One of those Hammer films was Captain Kronos – Vampire Hunter, which was among those films that Brian Clemens made during his brief period working in features between his TV series The Avengers and Thriller. Since Munro was under contract with Hammer at the time, Clemens was encouraged to cast her in Kronos, and was so impressed with her that while he was working on the story for The Golden Voyage of Sinbad with Ray Harryhausen and producer Charles Scheer, he lobbied for her to take the lead female role. Honestly, there’s not a great deal to her part here, but she looks terrific.

The most curious casting, though, is Sinbad himself. John Phillip Law had been earmarked for greatness just a few years before this, and in 1968 alone had starred in three different cult films: Barbarella, Danger: Diabolik, and Skidoo. But while these odd films have fans today, at the time, they were all box office bombs. He was a sex symbol, but his career had stalled. This film was a hit, but it didn’t get him any meaty roles. He worked through the seventies, but mainly in cheap Italian action movies.

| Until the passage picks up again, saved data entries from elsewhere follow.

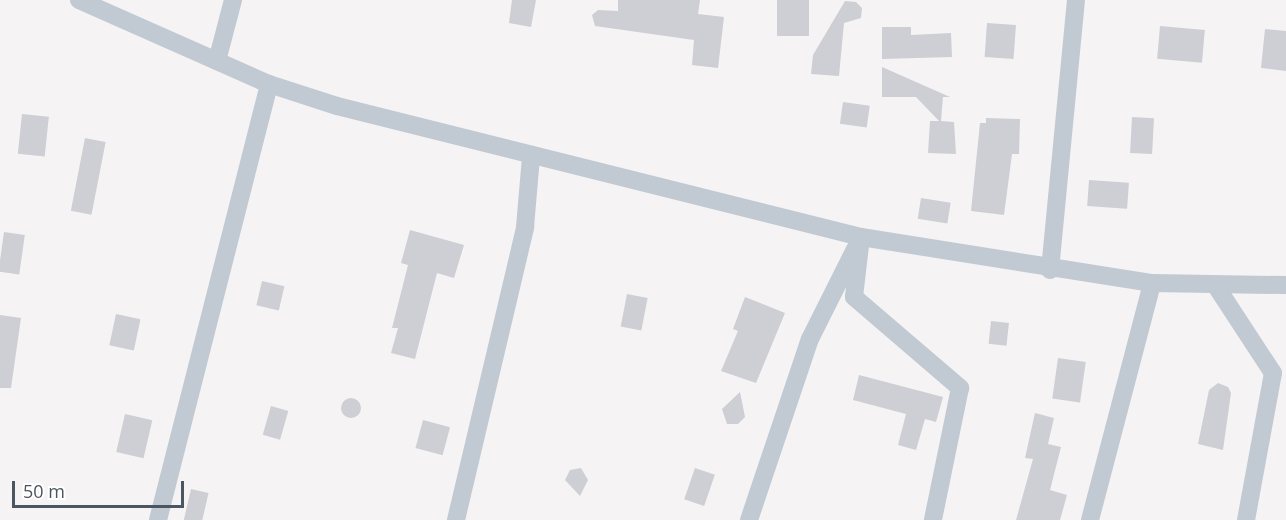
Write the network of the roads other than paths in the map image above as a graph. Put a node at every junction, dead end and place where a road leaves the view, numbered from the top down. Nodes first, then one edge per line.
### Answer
1 (79, 0) edge
2 (233, 0) edge
3 (1076, 0) edge
4 (217, 61) junction
5 (269, 84) junction
6 (531, 157) junction
7 (861, 237) junction
8 (1050, 270) junction
9 (1152, 283) junction
10 (1286, 285) edge
11 (1216, 286) junction
12 (1280, 374) edge
13 (158, 520) edge
14 (456, 520) edge
15 (749, 520) edge
16 (933, 520) edge
17 (1090, 520) edge
18 (1246, 520) edge

1 - 4 street
2 - 4 street
3 - 8 street
4 - 5 street
5 - 6 street
5 - 13 street
6 - 7 street
6 - 14 street
7 - 8 street
7 - 15 street
7 - 16 street
8 - 9 street
9 - 11 street
9 - 17 street
10 - 11 street
11 - 12 street
12 - 18 street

I think it’s a shame that he didn’t come back for the next Sinbad movie four years later.

But you want to know about the special effects and what our son thought. As befits a Harryhausen movie, anything can happen here, and some of it is completely unpredictable. Other things are ever-so-gently telegraphed by what we know from previous Harryhausen films and what we’ve seen Koura do. I was unfamiliar with this movie and didn’t even look at the package art with more than a glance because I dislike spoilers so much. This wasn’t a case like Jason and the Argonauts where I spent the entire film waiting for that mob of skeletons to get reanimated. When Koura and his henchman get kidnapped by a green-painted tribe of cultists who worship Kali, they make the horrible mistake of bringing him into a cave with a ten-foot tall statue of their goddess, made of stone and with six arms. She’s there on the cover of the DVD, but that’s not why I knew she’d come to life. It’s the way the camera let me know it was coming.

Our son’s favorite monsters, meanwhile, were a pair of hideous, winged “spies,” brought to life from paper and Koura’s blood. His favorite scenes were the two bits where these creatures were killed. He especially loved seeing the second one brought down.

Overall, this whole film was one of the best and most entertaining scary experiences that he’s ever had. He says that he really liked this movie, but insists that it was not exciting. It was just plain scary, full stop. Between all of the monsters and the last-second escapes, he was in heaven, but he was also under his blanket. One thing’s for sure: he was never bored, not at all. There’s just enough humor for an occasional gag, but the stakes are pitched just perfectly for kids: abstract “good” versus “evil,” with no ramifications or subtlety. When a new pair of monsters shows up for one of the last battles, and Koura intervenes on behalf of the evil one, it’s the closest thing to a complicated allegory in the film. Otherwise it’s just wild, delicious popcorn made by a very talented team and we enjoyed it a lot.

Incidentally, there’s a very odd little bit of foreshadowing for a movie that hadn’t been made yet. Douglas Wilmer co-stars here as the magical Grand Vizier of Marabia, and wears a golden mask that completely hides his identity throughout the film. I briefly wondered why in the world you’d cast such a familiar name and face as Douglas Wilmer and then hide him under gold for a whole picture, and then I remembered that’s precisely what happened in 1980, when the makers of that Flash Gordon movie cast Peter Wyngarde as Max von Sydow’s right-hand man and hid him under gold as well! If you ever wonder why, I think they got the idea from here.